Helping People Move From Benefits To Work
Thanks to a program, it may be possible for someone receiving Social Security “disability” benefits to begin working and at the same time keep their Medicare coverage.
(NAPSI)—There’s good news for the millions of Americans who receive disability benefits from Social Security and want to work. There’s a free, voluntary program that just may be their ticket to employment.
The program, called Ticket to Work, makes it possible for those who receive Supplemental Security Income—also known as SSI—or Social Security Disability to begin a job while maintaining access to some of their benefits.
In the case of Terry Anderson, it was more than a ticket to work. It allowed her to take control of her life. Terry went on Social Security Disability Insurance (SSDI) after being diagnosed with cancer and losing her job due to downsizing. As a result, she took an extended period of time away from work.
A year later, with her cancer in remission, Terry learned about the Iowa Development Workforce Center, an American Job Center that’s one of over 1,000 disability employment−focused organizations that provide free employment-related support services to Social Security beneficiaries through the Ticket to Work program. She decided to see what her local American Job Center had to offer.

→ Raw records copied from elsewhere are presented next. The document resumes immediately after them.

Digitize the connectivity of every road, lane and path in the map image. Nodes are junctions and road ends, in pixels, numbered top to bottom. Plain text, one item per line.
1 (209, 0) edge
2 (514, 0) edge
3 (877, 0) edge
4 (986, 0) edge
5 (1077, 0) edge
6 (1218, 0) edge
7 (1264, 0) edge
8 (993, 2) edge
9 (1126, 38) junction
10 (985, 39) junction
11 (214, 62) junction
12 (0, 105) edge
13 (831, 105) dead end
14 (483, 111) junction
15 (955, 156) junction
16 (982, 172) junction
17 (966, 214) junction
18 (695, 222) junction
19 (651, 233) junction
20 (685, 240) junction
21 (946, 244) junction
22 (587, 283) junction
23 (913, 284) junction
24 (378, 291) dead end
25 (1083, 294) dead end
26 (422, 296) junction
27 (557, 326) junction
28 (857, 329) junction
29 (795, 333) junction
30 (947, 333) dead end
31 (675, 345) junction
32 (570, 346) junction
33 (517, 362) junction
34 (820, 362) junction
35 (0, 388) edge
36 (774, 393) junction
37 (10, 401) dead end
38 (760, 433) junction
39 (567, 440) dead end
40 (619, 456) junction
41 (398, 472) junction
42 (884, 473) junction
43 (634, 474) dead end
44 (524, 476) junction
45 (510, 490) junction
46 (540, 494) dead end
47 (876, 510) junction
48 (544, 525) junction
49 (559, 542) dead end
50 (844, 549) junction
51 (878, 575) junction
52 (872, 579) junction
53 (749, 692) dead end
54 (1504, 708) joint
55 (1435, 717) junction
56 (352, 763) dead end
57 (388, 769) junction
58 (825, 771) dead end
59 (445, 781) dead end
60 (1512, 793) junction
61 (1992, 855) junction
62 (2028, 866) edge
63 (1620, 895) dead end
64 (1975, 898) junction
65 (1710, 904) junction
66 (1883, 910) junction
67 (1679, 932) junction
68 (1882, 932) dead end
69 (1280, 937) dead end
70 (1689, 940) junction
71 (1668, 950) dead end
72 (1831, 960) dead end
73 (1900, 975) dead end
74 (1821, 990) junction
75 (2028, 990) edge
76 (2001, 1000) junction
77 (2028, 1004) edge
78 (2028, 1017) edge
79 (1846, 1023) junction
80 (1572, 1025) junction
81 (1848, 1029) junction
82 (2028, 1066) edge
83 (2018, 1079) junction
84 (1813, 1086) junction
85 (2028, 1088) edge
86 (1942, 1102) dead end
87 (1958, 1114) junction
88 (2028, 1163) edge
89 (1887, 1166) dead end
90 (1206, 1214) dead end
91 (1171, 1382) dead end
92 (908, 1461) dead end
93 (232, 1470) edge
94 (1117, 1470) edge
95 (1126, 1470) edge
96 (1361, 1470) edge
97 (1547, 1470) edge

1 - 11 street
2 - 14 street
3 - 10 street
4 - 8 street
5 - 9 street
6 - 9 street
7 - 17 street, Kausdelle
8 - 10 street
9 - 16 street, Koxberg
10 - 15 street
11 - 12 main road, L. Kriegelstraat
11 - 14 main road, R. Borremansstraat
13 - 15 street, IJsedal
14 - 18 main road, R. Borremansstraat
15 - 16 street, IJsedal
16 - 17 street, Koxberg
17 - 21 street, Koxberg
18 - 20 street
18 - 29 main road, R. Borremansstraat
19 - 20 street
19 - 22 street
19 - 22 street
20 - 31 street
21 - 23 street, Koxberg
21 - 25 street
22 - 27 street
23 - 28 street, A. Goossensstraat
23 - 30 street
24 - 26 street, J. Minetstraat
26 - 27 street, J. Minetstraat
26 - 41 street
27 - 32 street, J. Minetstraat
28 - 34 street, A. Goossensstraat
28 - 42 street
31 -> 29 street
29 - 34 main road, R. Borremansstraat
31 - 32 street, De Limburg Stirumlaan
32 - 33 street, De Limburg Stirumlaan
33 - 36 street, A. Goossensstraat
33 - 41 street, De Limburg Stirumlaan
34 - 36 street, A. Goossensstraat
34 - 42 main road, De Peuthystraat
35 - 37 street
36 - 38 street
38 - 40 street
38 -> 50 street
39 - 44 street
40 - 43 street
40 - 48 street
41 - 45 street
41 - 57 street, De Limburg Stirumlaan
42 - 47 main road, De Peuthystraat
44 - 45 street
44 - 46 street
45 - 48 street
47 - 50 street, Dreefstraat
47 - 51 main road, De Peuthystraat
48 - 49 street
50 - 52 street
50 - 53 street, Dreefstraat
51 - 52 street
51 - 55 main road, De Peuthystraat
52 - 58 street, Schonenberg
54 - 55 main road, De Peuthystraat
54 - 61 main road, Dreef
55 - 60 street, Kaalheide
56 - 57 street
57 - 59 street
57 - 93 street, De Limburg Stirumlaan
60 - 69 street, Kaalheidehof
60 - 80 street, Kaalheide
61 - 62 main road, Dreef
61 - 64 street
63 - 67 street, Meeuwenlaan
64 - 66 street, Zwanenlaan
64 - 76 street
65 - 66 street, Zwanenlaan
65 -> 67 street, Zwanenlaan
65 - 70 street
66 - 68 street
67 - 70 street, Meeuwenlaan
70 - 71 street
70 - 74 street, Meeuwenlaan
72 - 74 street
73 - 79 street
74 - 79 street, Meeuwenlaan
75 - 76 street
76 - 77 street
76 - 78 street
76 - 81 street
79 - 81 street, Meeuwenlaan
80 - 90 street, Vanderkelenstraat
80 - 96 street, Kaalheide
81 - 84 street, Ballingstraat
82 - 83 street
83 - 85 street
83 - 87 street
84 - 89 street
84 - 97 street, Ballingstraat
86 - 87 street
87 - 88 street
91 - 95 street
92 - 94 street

Fortunately, the staff was able to provide her with expert advice about disability benefits and employment. For example, she learned about special Social Security rules called “Work Incentives,” which are intended to help people who receive disability benefits transition to the workforce and become financially self-sufficient.
She also found out that recipients of SSDI can keep their Medicare coverage and their cash benefits while gaining work experience during the Trial Work Period. Terry also learned that thanks to another Work Incentive called “Expedited Reinstatement,” she might be able to restart her Social Security benefits without a new application, if she has to stop work because of her disability within five years.
Eventually, Terry found work as a loan-servicing specialist and now works a second job at Walmart, where she trains cashiers and enjoys interacting with customers.
Grateful that Social Security helped her “…get through the storm,” Terry acknowledged she was happy to leave benefits behind.